- [EXERCISE]:
Please filter the entries for the word "Lucia" and copy every line that has it.

————

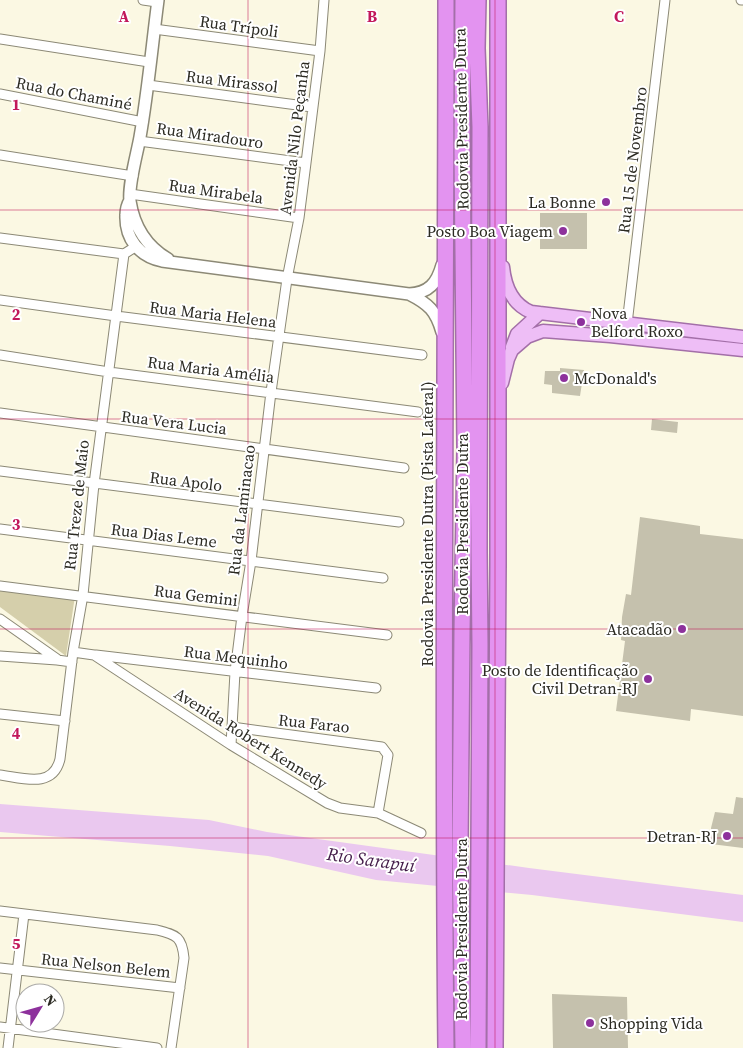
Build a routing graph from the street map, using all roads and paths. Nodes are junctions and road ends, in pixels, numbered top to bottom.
1 (143, 0) edge
2 (324, 0) edge
3 (446, 0) edge
4 (463, 0) edge
5 (478, 0) edge
6 (498, 0) edge
7 (665, 0) edge
8 (158, 1) edge
9 (154, 30) junction
10 (0, 39) edge
11 (320, 51) junction
12 (149, 62) junction
13 (148, 85) junction
14 (0, 94) edge
15 (312, 107) junction
16 (143, 122) junction
17 (140, 141) junction
18 (0, 155) edge
19 (306, 163) junction
20 (133, 176) junction
21 (130, 197) junction
22 (298, 218) junction
23 (498, 232) junction
24 (0, 238) edge
25 (135, 247) junction
26 (124, 254) junction
27 (445, 254) junction
28 (174, 263) junction
29 (287, 279) junction
30 (409, 294) junction
31 (0, 300) edge
32 (540, 313) junction
33 (116, 316) junction
34 (627, 324) junction
35 (743, 337) edge
36 (279, 338) junction
37 (445, 340) junction
38 (512, 350) junction
39 (743, 350) edge
40 (0, 355) edge
41 (422, 355) dead end
42 (109, 372) junction
43 (271, 392) junction
44 (498, 398) junction
45 (418, 412) dead end
46 (0, 413) edge
47 (101, 428) junction
48 (264, 448) junction
49 (404, 468) dead end
50 (0, 471) edge
51 (94, 484) junction
52 (258, 505) junction
53 (399, 522) dead end
54 (0, 529) edge
55 (88, 540) junction
56 (251, 561) junction
57 (383, 578) dead end
58 (0, 586) edge
59 (83, 595) junction
60 (242, 616) junction
61 (0, 618) edge
62 (387, 635) dead end
63 (73, 652) junction
64 (94, 655) junction
65 (0, 656) edge
66 (57, 660) junction
67 (72, 662) junction
68 (235, 672) junction
69 (376, 688) dead end
70 (0, 714) edge
71 (65, 721) junction
72 (232, 727) junction
73 (231, 745) junction
74 (0, 775) edge
75 (378, 813) junction
76 (422, 833) dead end
77 (0, 911) edge
78 (24, 914) junction
79 (0, 968) edge
80 (18, 970) junction
81 (180, 988) junction
82 (0, 1027) edge
83 (11, 1028) junction
84 (8, 1048) edge
85 (157, 1048) edge
86 (171, 1048) edge
87 (446, 1048) edge
88 (463, 1048) edge
89 (478, 1048) edge
90 (495, 1048) edge

1 - 8 street
2 - 11 street, Avenida Nilo Peçanha
3 - 27 highway, Rodovia Presidente Dutra (Pista Lateral)
4 - 88 highway, Rodovia Presidente Dutra
5 - 89 highway, Rodovia Presidente Dutra
6 - 23 highway
7 - 34 street, Rua 15 de Novembro
8 - 9 main road
9 - 11 street, Rua Trípoli
9 - 12 main road
10 - 12 street
11 - 15 street, Avenida Nilo Peçanha
12 - 13 main road
13 - 15 street, Rua Mirassol
13 - 16 main road
14 - 16 street, Rua do Chaminé
15 - 19 street, Avenida Nilo Peçanha
16 - 17 main road
17 - 19 street, Rua Miradouro
17 - 20 main road
18 - 20 street
19 - 22 street, Avenida Nilo Peçanha
20 - 21 main road
21 - 22 street, Rua Mirabela
21 - 25 main road
21 - 28 main road
22 - 29 street, Avenida Nilo Peçanha
23 - 32 main road
23 - 44 highway
24 - 26 street
25 - 26 street
25 - 28 main road
26 - 33 street, Rua Treze de Maio
27 - 30 main road
27 - 37 highway, Rodovia Presidente Dutra (Pista Lateral)
28 - 29 main road
29 - 30 main road
29 - 36 street, Rua da Laminacao
30 - 37 main road
31 - 33 street, Rua Maria Helena
32 - 34 main road
32 - 38 main road
33 - 36 street, Rua Maria Helena
33 - 42 street, Rua Treze de Maio
34 - 35 main road
36 - 41 street, Rua Maria Helena
36 - 43 street, Rua da Laminacao
37 - 87 highway, Rodovia Presidente Dutra (Pista Lateral)
38 - 39 main road
38 - 44 main road
40 - 42 street, Rua Maria Amélia
42 - 43 street, Rua Maria Amélia
42 - 47 street, Rua Treze de Maio
43 - 45 street, Rua Maria Amélia
43 - 48 street, Rua da Laminacao
44 - 90 highway
46 - 47 street, Rua Vera Lucia
47 - 48 street, Rua Vera Lucia
47 - 51 street, Rua Treze de Maio
48 - 49 street, Rua Vera Lucia
48 - 52 street, Rua da Laminacao
50 - 51 street, Rua Apolo
51 - 52 street, Rua Apolo
51 - 55 street, Rua Treze de Maio
52 - 53 street, Rua Apolo
52 - 56 street, Rua da Laminacao
54 - 55 street, Rua Dias Leme
55 - 56 street, Rua Dias Leme
55 - 59 street, Rua Treze de Maio
56 - 57 street, Rua Dias Leme
56 - 60 street, Rua da Laminacao
58 - 59 street, Rua Gemini
59 - 60 street, Rua Gemini
59 - 63 street, Rua Treze de Maio
60 - 62 street, Rua Gemini
60 - 68 street, Rua da Laminacao
61 - 66 street
63 - 64 street, Avenida Robert Kennedy
63 - 67 street, Rua Treze de Maio
64 - 68 street, Rua Mequinho
64 - 73 street, Avenida Robert Kennedy
65 - 66 street
66 - 67 street
67 - 71 street, Rua Treze de Maio
68 - 69 street, Rua Mequinho
68 - 72 street, Rua da Laminacao
70 - 71 street
71 - 74 street, Rua Treze de Maio
72 - 73 street, Rua da Laminacao
72 - 75 street, Rua Farao
73 - 75 street, Avenida Robert Kennedy
75 - 76 street, Avenida Robert Kennedy
77 - 78 street
78 - 80 street
78 - 81 street
79 - 80 street, Rua Nelson Belem
80 - 81 street, Rua Nelson Belem
80 - 83 street
81 - 86 street
82 - 83 street
83 - 84 street
83 - 85 street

————

- [SOLUTION TO THIS EXERCISE]:
46 - 47 street, Rua Vera Lucia
47 - 48 street, Rua Vera Lucia
48 - 49 street, Rua Vera Lucia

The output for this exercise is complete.